* **TRY IT**:
Each entry has to be copied exactly, with nothing missed.

┌─ DATA FOR PROCESSING

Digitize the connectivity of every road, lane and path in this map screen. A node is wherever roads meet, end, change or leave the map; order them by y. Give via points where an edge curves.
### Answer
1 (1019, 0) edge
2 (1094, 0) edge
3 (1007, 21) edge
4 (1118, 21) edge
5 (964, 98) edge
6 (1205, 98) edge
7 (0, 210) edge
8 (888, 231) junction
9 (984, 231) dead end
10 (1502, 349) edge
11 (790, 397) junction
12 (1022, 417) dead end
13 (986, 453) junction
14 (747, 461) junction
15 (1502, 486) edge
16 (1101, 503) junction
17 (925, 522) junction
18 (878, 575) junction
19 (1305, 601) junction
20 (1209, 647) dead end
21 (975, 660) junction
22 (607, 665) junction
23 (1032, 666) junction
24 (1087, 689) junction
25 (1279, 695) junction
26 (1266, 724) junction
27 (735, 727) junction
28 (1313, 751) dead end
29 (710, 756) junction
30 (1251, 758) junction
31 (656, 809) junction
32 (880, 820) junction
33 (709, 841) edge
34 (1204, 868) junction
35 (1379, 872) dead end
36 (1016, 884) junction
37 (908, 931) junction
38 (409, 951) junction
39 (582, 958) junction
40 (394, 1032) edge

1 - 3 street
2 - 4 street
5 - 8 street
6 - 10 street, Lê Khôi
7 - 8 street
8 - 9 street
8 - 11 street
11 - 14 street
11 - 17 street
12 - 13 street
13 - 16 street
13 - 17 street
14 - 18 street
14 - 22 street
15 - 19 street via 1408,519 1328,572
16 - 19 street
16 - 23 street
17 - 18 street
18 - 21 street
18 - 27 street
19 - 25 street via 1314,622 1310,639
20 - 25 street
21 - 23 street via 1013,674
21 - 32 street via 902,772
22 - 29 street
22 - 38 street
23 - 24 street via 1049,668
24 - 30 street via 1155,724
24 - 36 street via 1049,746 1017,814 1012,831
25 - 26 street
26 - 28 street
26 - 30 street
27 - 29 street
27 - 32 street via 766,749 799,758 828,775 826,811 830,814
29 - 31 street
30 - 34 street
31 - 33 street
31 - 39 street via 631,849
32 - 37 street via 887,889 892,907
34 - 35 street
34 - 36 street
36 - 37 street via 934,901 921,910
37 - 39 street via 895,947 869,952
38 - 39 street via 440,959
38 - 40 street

└─

* **RESPONSE AREA**:
Digitize the connectivity of every road, lane and path in this map screen. A node is wherever roads meet, end, change or leave the map; order them by y. Give via points where an edge curves.
### Answer
1 (1019, 0) edge
2 (1094, 0) edge
3 (1007, 21) edge
4 (1118, 21) edge
5 (964, 98) edge
6 (1205, 98) edge
7 (0, 210) edge
8 (888, 231) junction
9 (984, 231) dead end
10 (1502, 349) edge
11 (790, 397) junction
12 (1022, 417) dead end
13 (986, 453) junction
14 (747, 461) junction
15 (1502, 486) edge
16 (1101, 503) junction
17 (925, 522) junction
18 (878, 575) junction
19 (1305, 601) junction
20 (1209, 647) dead end
21 (975, 660) junction
22 (607, 665) junction
23 (1032, 666) junction
24 (1087, 689) junction
25 (1279, 695) junction
26 (1266, 724) junction
27 (735, 727) junction
28 (1313, 751) dead end
29 (710, 756) junction
30 (1251, 758) junction
31 (656, 809) junction
32 (880, 820) junction
33 (709, 841) edge
34 (1204, 868) junction
35 (1379, 872) dead end
36 (1016, 884) junction
37 (908, 931) junction
38 (409, 951) junction
39 (582, 958) junction
40 (394, 1032) edge

1 - 3 street
2 - 4 street
5 - 8 street
6 - 10 street, Lê Khôi
7 - 8 street
8 - 9 street
8 - 11 street
11 - 14 street
11 - 17 street
12 - 13 street
13 - 16 street
13 - 17 street
14 - 18 street
14 - 22 street
15 - 19 street via 1408,519 1328,572
16 - 19 street
16 - 23 street
17 - 18 street
18 - 21 street
18 - 27 street
19 - 25 street via 1314,622 1310,639
20 - 25 street
21 - 23 street via 1013,674
21 - 32 street via 902,772
22 - 29 street
22 - 38 street
23 - 24 street via 1049,668
24 - 30 street via 1155,724
24 - 36 street via 1049,746 1017,814 1012,831
25 - 26 street
26 - 28 street
26 - 30 street
27 - 29 street
27 - 32 street via 766,749 799,758 828,775 826,811 830,814
29 - 31 street
30 - 34 street
31 - 33 street
31 - 39 street via 631,849
32 - 37 street via 887,889 892,907
34 - 35 street
34 - 36 street
36 - 37 street via 934,901 921,910
37 - 39 street via 895,947 869,952
38 - 39 street via 440,959
38 - 40 street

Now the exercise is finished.